I had strong suspicions that everything in this box was going to be bullshit. But we had to start somewhere.
She settled down on the couch, a thin wisp of a girl against a dawning day. It occurred to me she hadn’t eaten in days. Our clocks were upside down from the travel and she looked like a strong wind could blow her over.
So, I went back into the kitchen and made thick turkey sandwiches with big slices of tomatoes from Niamh’s rooftop garden, on good brown bread and brought them in to her. There were more stacks around the box and there was a smear of soot on her chin and across her bright green shirt.
“Find anything?” I asked.
“I glanced through it that night,” she said. “When Theo—”
“I remember the night,” I said, cold even when I wasn’t trying to be.
“I didn’t see anything.” She grabbed her sandwich with one hand and took a big bite, holding her hand over her mouth as she chewed. She was fucking adorable.
“But I didn’t know what I was looking for. I still don’t. Bank accounts marked ‘dirty laundry’? Maps with a big X on them?” she said, making a joke that I didn’t laugh at.
When I sat down on the couch next to her, she shifted so far away there was no way we would even accidentally touch. We were still doing an awkward dance.
I opened one of the dozens of files and found the nonprofit paperwork for the senator’s original foundation. And then deeds for homes. Contracts for landscaping companies.
She glanced up. “Thank you for the food—”
“It’s just a sandwich, Poppy.” Diminishing it despite the fact that seeing her taking such big lusty bites, having her fed by something I made, taking care of her in this small way…felt good. The same way it had felt good in the cottage. The same way it felt good last night, holding her fast against nightmares.
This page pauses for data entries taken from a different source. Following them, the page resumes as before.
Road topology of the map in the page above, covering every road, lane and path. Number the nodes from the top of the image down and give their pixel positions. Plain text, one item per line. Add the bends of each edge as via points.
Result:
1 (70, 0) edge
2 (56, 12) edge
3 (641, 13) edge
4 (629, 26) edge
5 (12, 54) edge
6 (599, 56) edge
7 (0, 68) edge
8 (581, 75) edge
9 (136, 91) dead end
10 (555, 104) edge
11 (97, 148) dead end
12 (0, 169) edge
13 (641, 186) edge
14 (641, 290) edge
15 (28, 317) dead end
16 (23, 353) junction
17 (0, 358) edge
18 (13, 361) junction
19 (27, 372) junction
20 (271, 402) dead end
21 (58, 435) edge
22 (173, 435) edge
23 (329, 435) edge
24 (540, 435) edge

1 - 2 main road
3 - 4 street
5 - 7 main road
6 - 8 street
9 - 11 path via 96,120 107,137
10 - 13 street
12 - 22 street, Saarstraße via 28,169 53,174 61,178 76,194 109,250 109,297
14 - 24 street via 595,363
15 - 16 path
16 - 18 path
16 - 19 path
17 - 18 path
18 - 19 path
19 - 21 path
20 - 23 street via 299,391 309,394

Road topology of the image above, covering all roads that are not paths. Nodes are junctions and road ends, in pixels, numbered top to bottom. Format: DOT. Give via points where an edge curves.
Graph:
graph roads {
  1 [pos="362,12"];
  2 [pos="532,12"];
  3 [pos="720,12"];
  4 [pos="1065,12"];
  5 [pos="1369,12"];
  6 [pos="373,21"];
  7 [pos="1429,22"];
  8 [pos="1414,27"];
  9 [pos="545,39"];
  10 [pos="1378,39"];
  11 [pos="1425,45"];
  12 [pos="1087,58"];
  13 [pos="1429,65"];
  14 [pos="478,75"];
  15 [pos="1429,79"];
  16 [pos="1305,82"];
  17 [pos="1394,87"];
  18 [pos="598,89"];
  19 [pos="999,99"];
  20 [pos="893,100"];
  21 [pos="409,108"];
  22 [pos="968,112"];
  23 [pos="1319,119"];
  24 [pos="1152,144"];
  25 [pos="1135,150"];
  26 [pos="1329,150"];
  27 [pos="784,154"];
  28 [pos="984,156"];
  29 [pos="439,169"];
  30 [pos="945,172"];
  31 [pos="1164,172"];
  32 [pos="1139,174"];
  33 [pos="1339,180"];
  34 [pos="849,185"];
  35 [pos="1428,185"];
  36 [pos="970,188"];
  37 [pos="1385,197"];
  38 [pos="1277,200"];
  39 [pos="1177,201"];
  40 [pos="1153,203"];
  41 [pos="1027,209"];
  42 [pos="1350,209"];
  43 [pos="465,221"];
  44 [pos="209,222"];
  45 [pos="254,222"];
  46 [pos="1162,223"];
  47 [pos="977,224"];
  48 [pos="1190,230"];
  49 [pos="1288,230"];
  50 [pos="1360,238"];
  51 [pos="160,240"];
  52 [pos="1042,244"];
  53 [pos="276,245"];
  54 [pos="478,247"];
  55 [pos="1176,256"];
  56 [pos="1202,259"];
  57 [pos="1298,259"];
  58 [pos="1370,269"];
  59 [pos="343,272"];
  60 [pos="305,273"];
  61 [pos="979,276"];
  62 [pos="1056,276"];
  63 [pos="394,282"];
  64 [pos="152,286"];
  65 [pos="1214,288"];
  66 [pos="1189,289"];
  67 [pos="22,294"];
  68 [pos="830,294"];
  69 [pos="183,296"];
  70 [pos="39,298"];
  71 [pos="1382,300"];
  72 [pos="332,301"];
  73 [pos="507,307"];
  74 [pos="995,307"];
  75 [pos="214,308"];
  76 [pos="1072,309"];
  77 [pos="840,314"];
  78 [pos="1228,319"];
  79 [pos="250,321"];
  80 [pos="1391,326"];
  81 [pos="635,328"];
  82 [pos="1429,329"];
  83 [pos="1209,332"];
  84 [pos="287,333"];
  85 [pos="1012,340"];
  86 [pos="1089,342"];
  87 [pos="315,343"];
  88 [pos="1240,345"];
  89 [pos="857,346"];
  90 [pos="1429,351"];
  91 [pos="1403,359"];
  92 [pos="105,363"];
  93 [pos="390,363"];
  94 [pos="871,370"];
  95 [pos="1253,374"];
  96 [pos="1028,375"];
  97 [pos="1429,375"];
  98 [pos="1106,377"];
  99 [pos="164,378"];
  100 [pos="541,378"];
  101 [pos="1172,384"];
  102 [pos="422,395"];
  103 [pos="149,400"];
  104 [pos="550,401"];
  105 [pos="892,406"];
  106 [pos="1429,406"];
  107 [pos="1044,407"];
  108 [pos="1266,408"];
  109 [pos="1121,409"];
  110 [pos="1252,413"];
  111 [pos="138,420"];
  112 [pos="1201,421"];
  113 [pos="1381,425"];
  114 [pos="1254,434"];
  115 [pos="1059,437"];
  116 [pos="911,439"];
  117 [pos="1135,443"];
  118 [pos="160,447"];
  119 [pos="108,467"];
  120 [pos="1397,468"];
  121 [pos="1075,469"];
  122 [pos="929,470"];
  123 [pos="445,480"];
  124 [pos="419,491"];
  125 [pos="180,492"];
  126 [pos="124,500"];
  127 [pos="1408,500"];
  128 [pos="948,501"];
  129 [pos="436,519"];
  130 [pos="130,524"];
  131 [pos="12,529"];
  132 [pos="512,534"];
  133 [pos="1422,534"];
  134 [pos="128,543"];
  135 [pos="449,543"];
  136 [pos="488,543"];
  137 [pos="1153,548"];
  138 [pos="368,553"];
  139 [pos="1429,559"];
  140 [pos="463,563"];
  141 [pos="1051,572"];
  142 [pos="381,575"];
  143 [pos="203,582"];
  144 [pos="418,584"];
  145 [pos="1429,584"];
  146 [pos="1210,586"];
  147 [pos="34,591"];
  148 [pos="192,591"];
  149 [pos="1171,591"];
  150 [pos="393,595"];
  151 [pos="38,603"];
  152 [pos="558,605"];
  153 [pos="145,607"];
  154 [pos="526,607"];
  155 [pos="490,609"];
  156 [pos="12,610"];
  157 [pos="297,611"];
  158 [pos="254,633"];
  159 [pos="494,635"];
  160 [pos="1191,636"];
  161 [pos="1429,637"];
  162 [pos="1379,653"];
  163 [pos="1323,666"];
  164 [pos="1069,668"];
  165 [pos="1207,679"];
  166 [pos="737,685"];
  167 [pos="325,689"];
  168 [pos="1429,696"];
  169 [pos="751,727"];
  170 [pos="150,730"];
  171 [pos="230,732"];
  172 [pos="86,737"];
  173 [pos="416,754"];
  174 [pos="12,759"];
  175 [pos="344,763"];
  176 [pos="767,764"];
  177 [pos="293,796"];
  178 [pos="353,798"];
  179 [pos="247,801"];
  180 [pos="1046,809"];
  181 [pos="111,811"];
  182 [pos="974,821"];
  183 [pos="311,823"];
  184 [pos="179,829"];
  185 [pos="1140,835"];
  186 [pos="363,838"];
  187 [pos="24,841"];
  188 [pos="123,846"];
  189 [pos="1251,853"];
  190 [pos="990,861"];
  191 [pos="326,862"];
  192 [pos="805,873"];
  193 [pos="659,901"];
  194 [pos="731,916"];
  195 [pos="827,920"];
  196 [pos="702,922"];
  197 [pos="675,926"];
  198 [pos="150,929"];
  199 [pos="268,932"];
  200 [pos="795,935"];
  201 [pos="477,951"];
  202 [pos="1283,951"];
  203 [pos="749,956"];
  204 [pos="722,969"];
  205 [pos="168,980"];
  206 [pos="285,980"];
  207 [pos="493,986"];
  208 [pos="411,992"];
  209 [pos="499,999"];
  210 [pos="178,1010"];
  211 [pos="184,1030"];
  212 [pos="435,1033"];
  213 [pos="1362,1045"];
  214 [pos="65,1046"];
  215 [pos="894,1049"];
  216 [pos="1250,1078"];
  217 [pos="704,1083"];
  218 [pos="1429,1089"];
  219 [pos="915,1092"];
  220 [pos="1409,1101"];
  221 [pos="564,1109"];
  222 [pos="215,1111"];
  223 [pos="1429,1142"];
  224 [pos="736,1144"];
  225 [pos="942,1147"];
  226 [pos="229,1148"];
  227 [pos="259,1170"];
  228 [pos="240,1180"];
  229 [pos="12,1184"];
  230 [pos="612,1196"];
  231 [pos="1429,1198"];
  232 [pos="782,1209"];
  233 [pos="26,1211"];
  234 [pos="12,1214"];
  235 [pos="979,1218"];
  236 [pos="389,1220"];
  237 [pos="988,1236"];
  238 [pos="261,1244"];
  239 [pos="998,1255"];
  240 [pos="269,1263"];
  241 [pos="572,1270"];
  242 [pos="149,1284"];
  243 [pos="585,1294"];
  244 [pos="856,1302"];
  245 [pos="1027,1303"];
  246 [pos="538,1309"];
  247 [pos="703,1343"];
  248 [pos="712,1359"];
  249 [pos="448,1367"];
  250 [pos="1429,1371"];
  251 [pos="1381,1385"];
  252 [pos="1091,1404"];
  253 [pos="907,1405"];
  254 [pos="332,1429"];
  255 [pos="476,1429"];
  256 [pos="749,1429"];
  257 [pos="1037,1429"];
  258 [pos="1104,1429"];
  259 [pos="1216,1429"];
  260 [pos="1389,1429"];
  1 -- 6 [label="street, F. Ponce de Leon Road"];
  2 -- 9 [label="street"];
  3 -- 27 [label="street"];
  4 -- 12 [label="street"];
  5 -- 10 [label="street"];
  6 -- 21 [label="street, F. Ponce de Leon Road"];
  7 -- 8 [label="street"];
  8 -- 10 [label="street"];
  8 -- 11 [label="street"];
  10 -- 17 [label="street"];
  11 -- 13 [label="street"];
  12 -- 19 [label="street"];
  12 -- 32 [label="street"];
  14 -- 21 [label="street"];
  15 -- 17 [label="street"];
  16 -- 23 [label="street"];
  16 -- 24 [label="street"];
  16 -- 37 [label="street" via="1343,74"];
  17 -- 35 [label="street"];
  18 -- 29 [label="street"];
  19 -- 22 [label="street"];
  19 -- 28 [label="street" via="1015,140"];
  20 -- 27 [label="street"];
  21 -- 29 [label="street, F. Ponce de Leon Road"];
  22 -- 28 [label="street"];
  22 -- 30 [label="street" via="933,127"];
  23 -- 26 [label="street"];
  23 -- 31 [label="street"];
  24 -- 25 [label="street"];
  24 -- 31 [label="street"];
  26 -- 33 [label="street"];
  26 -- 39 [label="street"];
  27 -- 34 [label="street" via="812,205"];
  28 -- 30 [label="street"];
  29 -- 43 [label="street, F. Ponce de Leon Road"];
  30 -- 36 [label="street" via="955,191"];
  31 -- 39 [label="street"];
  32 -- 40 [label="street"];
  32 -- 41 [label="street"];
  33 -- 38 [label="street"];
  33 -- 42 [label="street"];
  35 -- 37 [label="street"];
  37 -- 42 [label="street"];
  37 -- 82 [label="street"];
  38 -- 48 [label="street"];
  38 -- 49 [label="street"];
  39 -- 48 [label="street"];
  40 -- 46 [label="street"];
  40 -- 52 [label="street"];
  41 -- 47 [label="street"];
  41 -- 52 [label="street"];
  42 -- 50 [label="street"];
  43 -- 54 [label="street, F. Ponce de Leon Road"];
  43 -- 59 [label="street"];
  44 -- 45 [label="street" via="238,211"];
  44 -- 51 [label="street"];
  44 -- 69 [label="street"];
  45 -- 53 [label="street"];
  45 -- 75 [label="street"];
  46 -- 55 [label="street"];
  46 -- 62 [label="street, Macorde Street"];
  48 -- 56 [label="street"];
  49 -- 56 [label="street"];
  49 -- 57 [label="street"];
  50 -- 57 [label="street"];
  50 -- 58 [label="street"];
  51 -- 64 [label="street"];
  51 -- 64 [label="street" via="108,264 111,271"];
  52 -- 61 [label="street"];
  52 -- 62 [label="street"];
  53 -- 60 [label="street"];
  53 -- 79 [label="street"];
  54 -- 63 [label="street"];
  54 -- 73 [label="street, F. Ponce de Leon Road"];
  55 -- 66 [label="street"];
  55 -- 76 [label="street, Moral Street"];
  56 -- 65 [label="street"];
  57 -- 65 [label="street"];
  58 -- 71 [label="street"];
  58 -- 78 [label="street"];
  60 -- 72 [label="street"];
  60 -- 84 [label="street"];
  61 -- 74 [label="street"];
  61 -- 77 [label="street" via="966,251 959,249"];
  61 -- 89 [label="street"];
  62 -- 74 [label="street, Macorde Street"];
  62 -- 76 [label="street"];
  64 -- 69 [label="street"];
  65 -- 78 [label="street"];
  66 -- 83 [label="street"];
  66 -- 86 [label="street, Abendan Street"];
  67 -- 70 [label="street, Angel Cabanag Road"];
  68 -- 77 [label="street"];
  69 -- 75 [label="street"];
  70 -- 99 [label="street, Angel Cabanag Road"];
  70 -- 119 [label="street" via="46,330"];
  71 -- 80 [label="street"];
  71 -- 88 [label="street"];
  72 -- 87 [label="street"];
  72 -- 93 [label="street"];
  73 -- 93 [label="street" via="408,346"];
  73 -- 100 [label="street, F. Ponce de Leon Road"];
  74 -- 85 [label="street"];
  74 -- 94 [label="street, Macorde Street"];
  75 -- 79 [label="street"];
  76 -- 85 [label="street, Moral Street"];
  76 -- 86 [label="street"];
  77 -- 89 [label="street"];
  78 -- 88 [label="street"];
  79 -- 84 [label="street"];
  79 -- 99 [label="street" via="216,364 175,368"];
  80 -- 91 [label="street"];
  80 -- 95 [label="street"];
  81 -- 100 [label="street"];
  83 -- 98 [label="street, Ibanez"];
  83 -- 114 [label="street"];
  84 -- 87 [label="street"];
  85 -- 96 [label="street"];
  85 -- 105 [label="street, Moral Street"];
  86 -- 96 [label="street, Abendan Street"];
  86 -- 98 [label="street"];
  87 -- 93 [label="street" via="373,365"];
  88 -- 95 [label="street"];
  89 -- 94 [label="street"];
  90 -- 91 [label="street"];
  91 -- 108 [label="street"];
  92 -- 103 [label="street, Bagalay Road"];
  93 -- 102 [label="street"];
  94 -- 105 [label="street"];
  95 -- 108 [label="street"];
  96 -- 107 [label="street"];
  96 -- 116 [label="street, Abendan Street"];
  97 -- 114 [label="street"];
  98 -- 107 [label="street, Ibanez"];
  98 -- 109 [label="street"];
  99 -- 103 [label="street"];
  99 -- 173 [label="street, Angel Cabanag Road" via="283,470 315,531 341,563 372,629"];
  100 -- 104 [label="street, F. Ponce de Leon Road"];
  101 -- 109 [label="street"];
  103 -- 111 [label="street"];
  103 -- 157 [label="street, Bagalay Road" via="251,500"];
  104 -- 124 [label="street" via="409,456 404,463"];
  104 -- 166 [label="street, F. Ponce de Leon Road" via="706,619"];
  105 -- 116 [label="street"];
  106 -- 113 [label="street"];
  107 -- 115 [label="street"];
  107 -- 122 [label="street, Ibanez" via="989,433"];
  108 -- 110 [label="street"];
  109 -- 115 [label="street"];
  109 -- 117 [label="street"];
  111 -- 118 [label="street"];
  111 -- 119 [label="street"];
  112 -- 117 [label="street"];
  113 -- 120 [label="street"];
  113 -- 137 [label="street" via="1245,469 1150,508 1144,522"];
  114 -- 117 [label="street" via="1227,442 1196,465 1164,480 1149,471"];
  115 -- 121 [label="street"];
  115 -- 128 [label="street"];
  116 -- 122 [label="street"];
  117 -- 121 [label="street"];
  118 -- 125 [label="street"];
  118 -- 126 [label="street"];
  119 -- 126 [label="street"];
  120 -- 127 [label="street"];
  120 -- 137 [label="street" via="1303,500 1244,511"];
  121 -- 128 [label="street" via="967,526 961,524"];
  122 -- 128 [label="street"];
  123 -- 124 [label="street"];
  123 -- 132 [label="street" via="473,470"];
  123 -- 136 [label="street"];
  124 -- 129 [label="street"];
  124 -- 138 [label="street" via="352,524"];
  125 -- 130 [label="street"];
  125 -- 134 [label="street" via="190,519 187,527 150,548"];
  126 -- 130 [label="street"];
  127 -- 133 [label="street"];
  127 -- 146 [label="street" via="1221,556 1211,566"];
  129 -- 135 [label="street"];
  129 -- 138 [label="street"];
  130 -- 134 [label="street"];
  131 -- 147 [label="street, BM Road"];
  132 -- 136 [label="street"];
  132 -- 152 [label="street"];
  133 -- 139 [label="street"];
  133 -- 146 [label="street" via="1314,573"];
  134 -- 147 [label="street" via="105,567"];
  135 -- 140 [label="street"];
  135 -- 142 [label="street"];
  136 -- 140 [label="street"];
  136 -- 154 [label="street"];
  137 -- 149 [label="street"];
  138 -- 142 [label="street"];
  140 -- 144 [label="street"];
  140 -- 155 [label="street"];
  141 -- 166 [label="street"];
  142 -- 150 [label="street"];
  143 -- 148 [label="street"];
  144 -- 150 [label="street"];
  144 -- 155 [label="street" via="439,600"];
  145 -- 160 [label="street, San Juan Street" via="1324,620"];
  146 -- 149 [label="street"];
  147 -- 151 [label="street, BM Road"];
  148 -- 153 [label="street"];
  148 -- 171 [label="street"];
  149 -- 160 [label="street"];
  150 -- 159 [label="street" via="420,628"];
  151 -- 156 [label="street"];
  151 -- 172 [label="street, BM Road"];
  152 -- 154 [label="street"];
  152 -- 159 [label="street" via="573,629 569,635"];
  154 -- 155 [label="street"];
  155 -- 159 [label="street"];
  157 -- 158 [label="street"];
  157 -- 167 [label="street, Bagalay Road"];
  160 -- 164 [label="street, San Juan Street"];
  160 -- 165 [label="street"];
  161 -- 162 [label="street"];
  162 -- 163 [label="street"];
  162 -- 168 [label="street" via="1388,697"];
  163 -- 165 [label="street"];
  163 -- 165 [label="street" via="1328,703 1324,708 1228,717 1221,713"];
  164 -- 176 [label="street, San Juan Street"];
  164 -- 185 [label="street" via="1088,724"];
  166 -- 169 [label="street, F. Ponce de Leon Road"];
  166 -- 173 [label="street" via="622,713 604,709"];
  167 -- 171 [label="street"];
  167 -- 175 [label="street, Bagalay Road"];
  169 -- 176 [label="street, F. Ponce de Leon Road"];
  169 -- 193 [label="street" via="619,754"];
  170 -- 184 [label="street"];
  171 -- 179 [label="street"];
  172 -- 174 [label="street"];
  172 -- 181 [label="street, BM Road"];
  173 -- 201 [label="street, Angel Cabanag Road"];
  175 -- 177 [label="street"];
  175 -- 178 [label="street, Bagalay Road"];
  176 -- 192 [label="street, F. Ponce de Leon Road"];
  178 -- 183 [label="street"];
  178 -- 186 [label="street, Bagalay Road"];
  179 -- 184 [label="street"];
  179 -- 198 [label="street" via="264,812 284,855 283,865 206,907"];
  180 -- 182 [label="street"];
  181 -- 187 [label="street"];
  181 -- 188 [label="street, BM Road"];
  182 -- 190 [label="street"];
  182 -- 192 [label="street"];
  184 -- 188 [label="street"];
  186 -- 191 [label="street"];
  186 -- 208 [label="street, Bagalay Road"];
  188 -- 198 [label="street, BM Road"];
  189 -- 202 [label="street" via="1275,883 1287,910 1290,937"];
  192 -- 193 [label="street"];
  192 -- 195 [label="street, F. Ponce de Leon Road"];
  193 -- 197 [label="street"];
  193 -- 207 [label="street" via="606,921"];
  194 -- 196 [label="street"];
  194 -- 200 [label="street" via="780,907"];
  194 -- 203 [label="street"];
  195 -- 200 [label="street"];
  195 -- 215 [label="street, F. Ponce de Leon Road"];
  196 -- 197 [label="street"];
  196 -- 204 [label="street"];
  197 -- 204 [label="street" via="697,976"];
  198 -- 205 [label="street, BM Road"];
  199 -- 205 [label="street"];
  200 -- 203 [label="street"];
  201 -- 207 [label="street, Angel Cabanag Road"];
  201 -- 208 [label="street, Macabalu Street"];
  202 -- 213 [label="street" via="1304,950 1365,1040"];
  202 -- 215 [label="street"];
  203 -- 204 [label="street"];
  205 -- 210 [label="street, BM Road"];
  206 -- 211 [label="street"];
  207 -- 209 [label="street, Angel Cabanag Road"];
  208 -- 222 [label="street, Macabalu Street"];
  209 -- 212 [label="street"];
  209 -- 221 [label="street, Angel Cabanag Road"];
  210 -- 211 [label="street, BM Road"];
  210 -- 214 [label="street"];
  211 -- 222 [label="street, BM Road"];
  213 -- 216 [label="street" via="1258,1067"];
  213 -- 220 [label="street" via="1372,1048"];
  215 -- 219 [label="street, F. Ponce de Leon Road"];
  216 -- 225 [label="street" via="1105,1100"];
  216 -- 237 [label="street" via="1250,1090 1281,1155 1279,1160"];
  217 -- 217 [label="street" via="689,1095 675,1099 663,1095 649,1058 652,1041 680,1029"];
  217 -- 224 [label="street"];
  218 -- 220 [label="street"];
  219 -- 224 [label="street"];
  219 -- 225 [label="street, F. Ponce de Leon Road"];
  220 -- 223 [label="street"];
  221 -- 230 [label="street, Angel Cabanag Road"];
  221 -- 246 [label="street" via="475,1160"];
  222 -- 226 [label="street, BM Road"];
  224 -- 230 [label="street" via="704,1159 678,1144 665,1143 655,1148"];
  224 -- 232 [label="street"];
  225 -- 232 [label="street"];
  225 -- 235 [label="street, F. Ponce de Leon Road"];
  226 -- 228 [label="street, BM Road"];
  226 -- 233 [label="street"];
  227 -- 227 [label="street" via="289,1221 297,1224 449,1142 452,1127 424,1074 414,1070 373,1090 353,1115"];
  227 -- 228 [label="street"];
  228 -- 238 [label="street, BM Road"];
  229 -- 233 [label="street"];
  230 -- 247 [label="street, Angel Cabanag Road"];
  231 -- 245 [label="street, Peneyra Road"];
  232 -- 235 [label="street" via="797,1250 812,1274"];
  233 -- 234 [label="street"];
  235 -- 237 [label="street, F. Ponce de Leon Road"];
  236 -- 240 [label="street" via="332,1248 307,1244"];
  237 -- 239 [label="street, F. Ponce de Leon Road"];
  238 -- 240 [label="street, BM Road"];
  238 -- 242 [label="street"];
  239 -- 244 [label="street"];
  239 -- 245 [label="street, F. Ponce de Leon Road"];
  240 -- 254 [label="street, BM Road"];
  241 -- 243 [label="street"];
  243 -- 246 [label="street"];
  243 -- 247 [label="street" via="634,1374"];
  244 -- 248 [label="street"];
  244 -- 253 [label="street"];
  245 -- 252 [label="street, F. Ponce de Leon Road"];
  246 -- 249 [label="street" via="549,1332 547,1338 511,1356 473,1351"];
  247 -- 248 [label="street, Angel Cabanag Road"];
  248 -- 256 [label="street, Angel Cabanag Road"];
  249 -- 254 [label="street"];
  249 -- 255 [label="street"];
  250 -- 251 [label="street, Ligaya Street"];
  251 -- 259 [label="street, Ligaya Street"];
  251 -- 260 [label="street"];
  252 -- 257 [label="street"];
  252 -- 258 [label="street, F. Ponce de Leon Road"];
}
I grabbed another file, but it was just more paperwork for the senator’s foundation.
“What happens if we don’t find anything?” she asked.
“We go looking for Bennington.”
“He’s dead, isn’t he?”
“Missing isn’t dead.”
“Caroline said she didn’t know anything about what happened to Bennington,” Poppy said.
“Bryant said the same.”
“One of them is lying?” She looked at me, her mind turning behind her bright eyes.
“Why would Bryant Morelli lie about the lawyer?” I asked.
“I’m not sure he would. Caroline would lie, though, if she had something to do with his death.”
“She’d lie,” I agreed. “To save face.”
“But what if that’s a dead end?”
“Poppy–” I reached for her to try and calm her, but she smacked my hands away.
“No. What happens?” she cried. “What happens if we can’t get Bryant what he wants.”
Bryant only wanted me, but I wasn’t going to tell her that. I didn’t know how to tell her that.